Roraima era o último Estado brasileiro que o maranhense Luiz Thadeu Nunes e Silva, de 63 anos, ainda não conhecia. Conhecido por dar volta ao mundo de muletas, o engenheiro agrônomo aposentado ficou encantado pelo pouco que viu da capital Boa Vista nessa segunda-feira (3).
“A cidade de vocês é linda. Bem planejada”, contou à Folha depois de visitar rapidamente pontos turísticos na área central da cidade, como a Praça das Águas e o Parque do Rio Branco. Até quarta-feira (5), ele pretende fazer um “bate-volta” nas fronteiras do Brasil com a Venezuela e a Guiana.
Dezenove anos atrás, Luiz Thadeu sofreu um grave acidente de trânsito em uma rodovia que corta Mossoró (RN), que o deixou com mobilidade reduzida para o resto da vida.
“No final de uma tarde chuvosa, o motorista de táxi foi atender o celular, perdeu o controle do carro, jogou pro meu lado, e eu não tava na frente. Se eu tivesse na cadeira do lado dele, eu tinha morrido. Batemos de frente com um caminhão. A pancada foi tão grande que o motor do carro avançou, a cadeira da frente do lado do motorista esmagou minha perna atrás, tive fratura exposta de fêmur”, lembrou, sem traumas.
Detalhes de sua trajetória e visita por todo o mundo foram contados no livro “Das muletas fiz asas: A história do viajante que venceu suas limitações e ganhou o mundo”, cujo prefácio foi escrito pela jornalista Sandra Coutinho, correspondente da TV Globo em Nova Iorque. Hoje, ele também é estudante de Jornalismo e produz crônicas sobre situações do dia a dia e das próprias viagens – textos que são veiculados há mais de um ano em ao menos 22 jornais brasileiros.
Luiz Thadeu enfrentou 43 cirurgias para reconstituição de sua perna esquerda em um intervalo de cinco anos (dois só com a perna imóvel), sem contar as inúmeras sessões de fisioterapia. Ele resolveu superar as “viagens” ao hospital ao escolher andar pelo mundo, mesmo que de muletas e sem falar outro idioma além do português. Hoje, a comunicação com estrangeiros é feita só pelo aplicativo de celular Google Tradutor.
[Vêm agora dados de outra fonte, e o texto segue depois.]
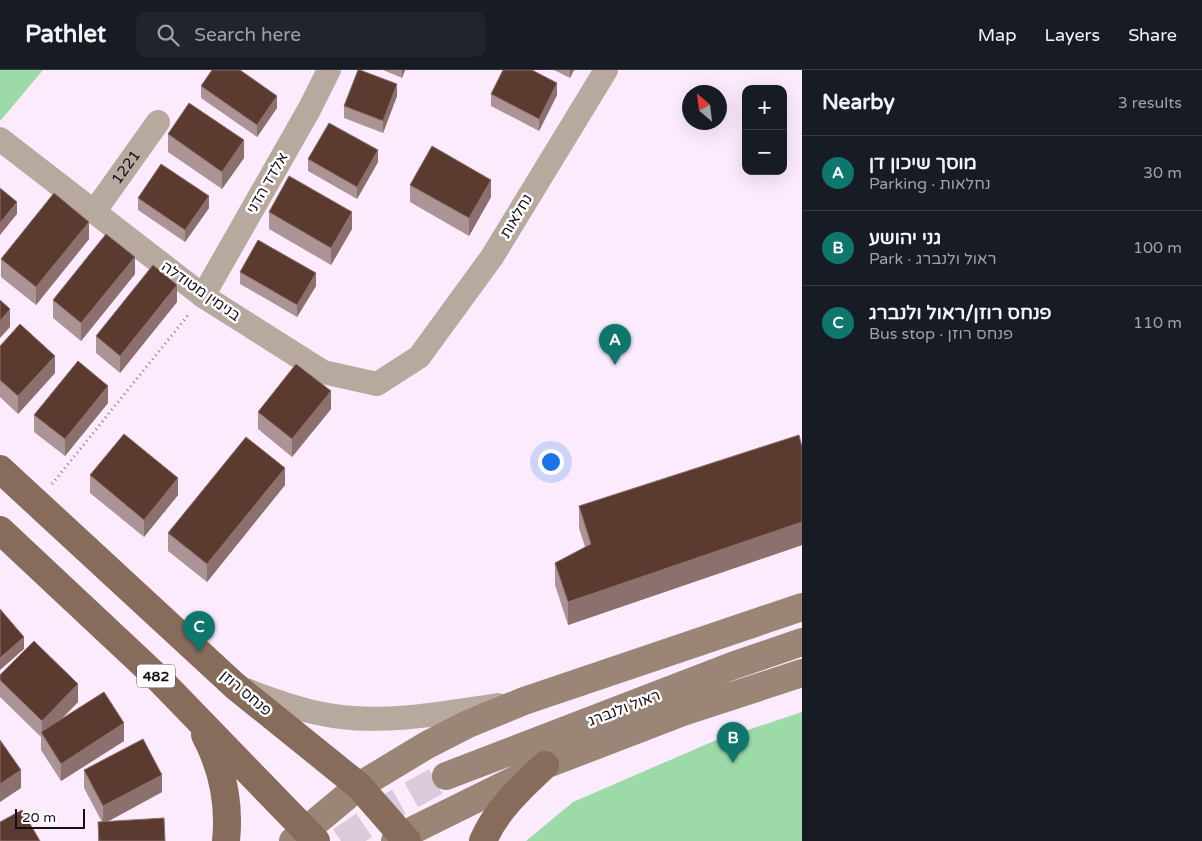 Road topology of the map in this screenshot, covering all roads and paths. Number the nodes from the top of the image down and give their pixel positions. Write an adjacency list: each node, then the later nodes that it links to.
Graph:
1 (329, 70): 6 (street, אלדד הדני)
2 (606, 70): 7 (street, נחלאות)
3 (158, 122): 5 (street, 1221)
4 (0, 140): 5 (street, בנימין מטודלה)
5 (94, 212): 6 (street, בנימין מטודלה)
6 (203, 296): 7 (street, בנימין מטודלה); 9 (path)
7 (418, 357)
8 (0, 469): 14 (main road, פנחס רוזן)
9 (50, 486)
10 (0, 530): 16 (main road, 482)
11 (802, 607): 15 (street)
12 (802, 642): 18 (street, ראול ולנברג)
13 (802, 673): 17 (street)
14 (235, 686): 15 (street); 19 (main road, פנחס רוזן)
15 (524, 701): 19 (street)
16 (195, 716): 20 (main road, 482); 22 (main road)
17 (545, 766): 21 (street); 23 (main road)
18 (446, 776)
19 (359, 786): 20 (street); 21 (main road, פנחס רוזן)
20 (305, 837)
21 (401, 839)
22 (226, 841)
23 (483, 841) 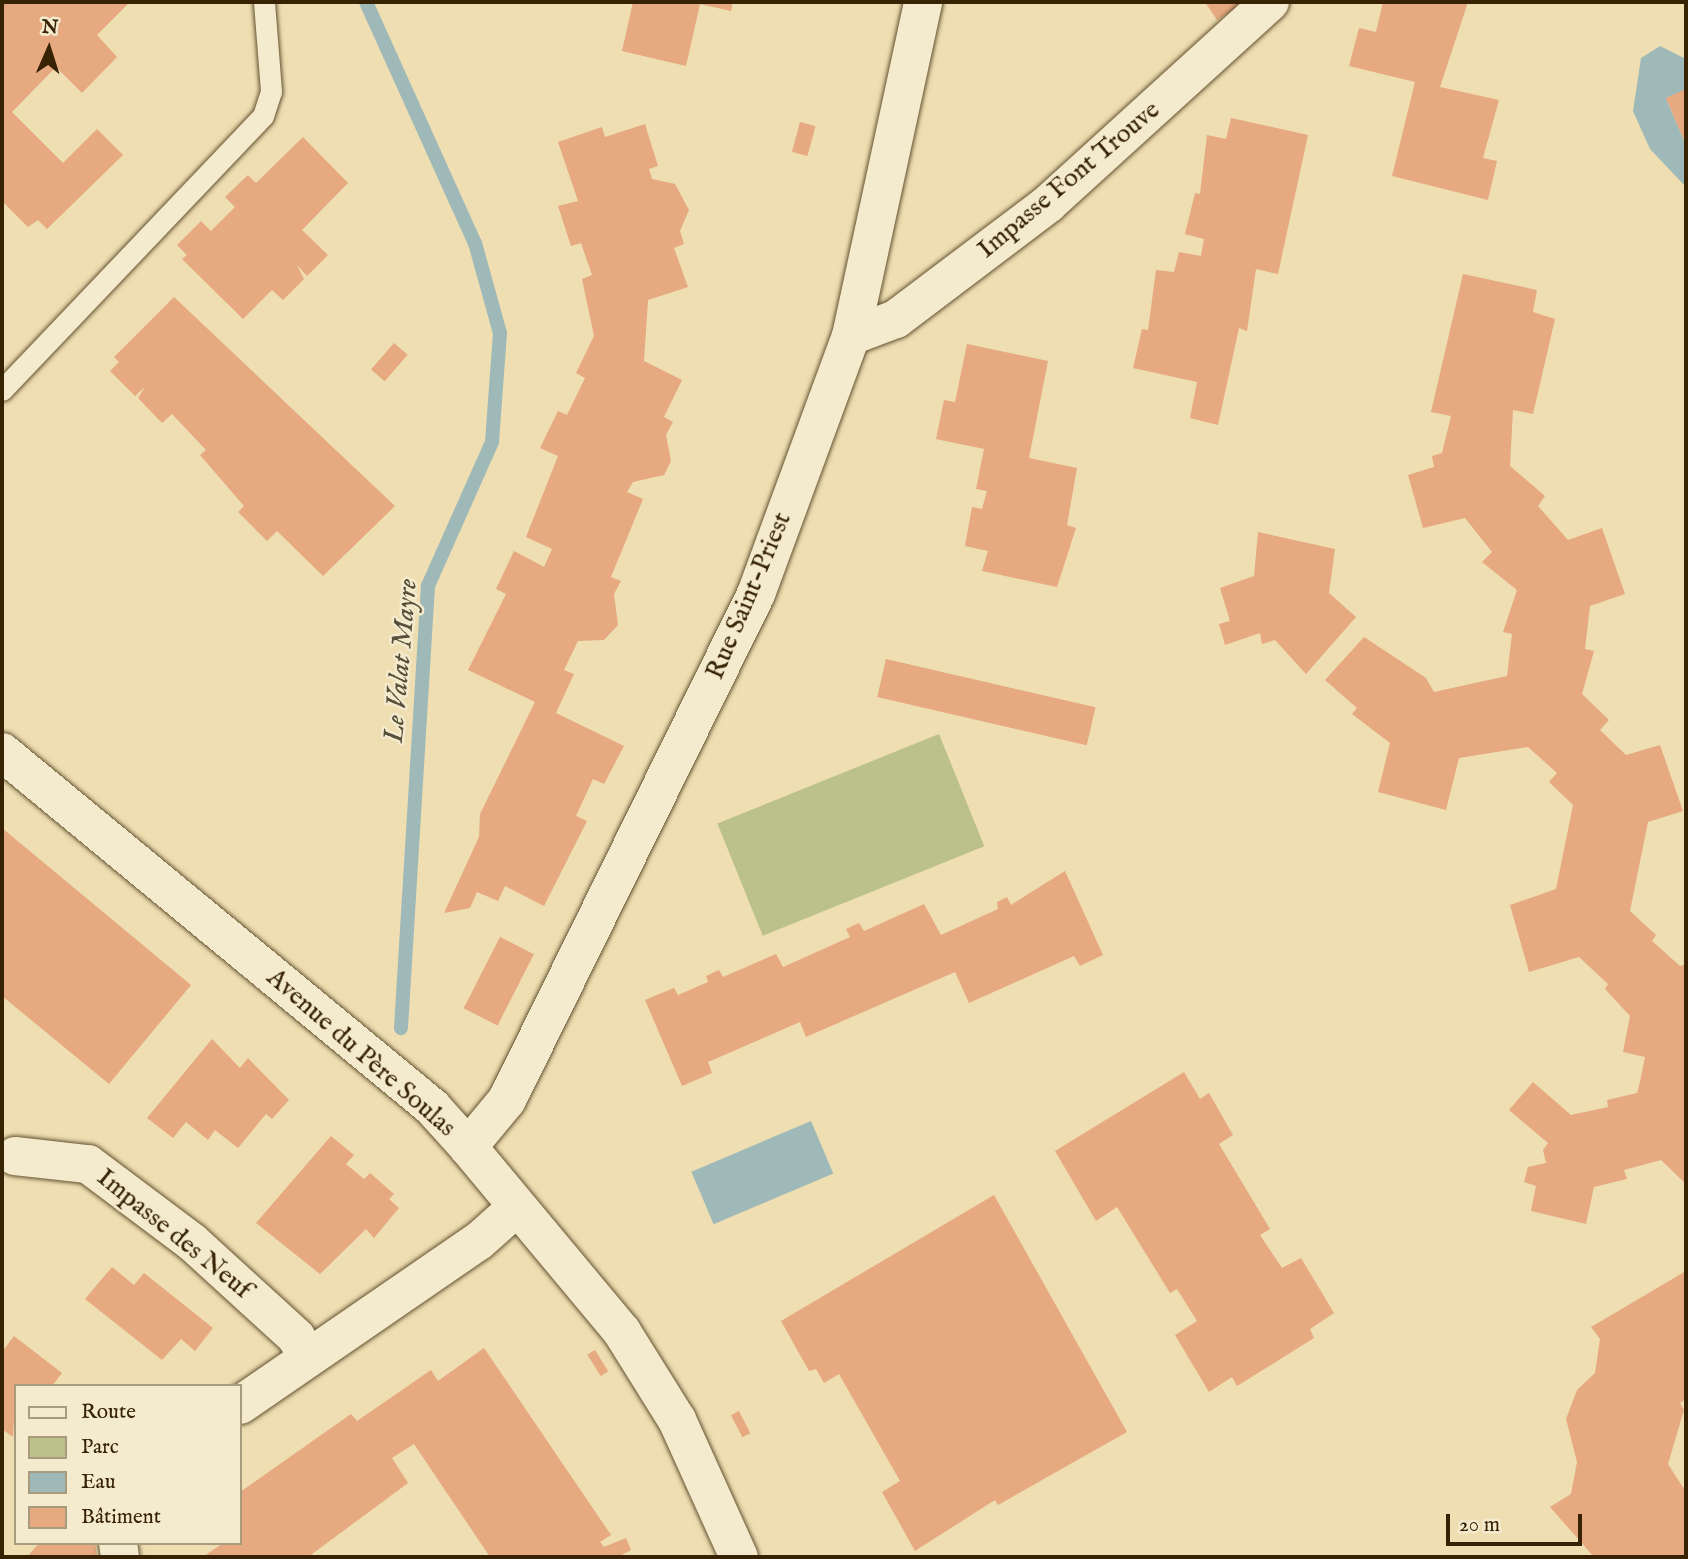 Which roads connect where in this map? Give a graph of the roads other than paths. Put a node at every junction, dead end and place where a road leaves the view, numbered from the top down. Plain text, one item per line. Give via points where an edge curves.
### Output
1 (264, 2) edge
2 (922, 2) edge
3 (1270, 2) edge
4 (851, 336) junction
5 (2, 390) edge
6 (2, 752) edge
7 (468, 1147) junction
8 (15, 1156) dead end
9 (517, 1207) junction
10 (308, 1358) junction
11 (242, 1404) edge
12 (739, 1557) edge

1 - 5 lane via 271,91 264,116
2 - 4 street, Rue Saint-Priest
3 - 4 street, Impasse Font Trouve via 1048,204 896,319
4 - 7 street, Rue Saint-Priest via 756,594 507,1100
6 - 7 street, Avenue du Père Soulas via 432,1107
7 - 9 street, Avenue du Père Soulas
8 - 10 street, Impasse des Neuf via 88,1164 192,1242 296,1337
9 - 10 street
9 - 12 street, Avenue du Père Soulas via 648,1372
10 - 11 street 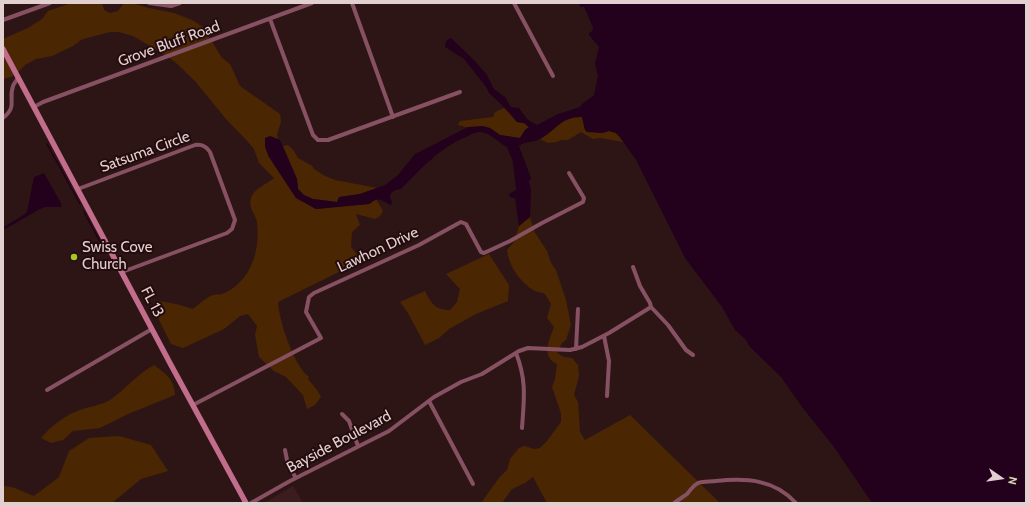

Após visitar 150 países em cinco continentes da Terra, Luiz Thadeu concluiu que o Brasil, onde ao menos 17,3 milhões de pessoas possuem algum tipo de deficiência, segundo o último levantamento do IBGE (Instituto Brasileiro de Geografia e Estatística), ainda precisa aprender muito a se adaptar à realidade desse público.
“Isso é um problema sério, porque tem que ter políticas públicas pra poder mudar esse quadro. Aqui em Boa Vista, tem necessidade de mais rampas, de uma série de coisas pequenas que mudariam, que iriam fazer um grande bem pras pessoas que tanto necessitam”, avaliou.
Todas as viagens, afirma ele, são custeadas pelo próprio bolso e são realizadas sozinhas. “Minha mulher me aceita, sabe da minha promessa, do sacrifício que passei. Ela e meus filhos ficaram comigo o tempo todo na minha recuperação. Hoje tem a lei da compensação: vou chegar agora [a São Luís-MA, onde mora], ela vai pro Rio de Janeiro, porque a gêmea dela mora lá”, contou.
Em época de efeitos econômicos catastróficos impostos pela pandemia da Covid-19, em que o preço da passagem aérea subiu nas alturas, Luiz Thadeu afirma que a opção mais barata é viajar com milhas.
Daqui pra frente, sua meta inclui: ser a primeira pessoa com deficiência no mundo a andar de muletas na Antártida – um continente gelado não pertencente a nação alguma e que fica no extremo Sul do globo; conhecer a Islândia, o país insular no extremo Norte do planeta que é o único da Europa que ainda não visitou; e visitar a Guiana, a Guiana Francesa e o Suriname, os únicos países da América onde ainda não foi.
“A minha meta é conhecer os 194 países. E eu tou fechando os continentes […]. Eu fechei agora nessa viagem à América Central, são 20 países. Já conhecia 13 e faltavam sete e eu viajei agora […]. Do dia 1º a 30 de setembro, percorri sete países da América Central”, lembrou. “Minha matéria-prima são os sonhos. No dia que eu deixar de sonhar, eu deixo de existir”.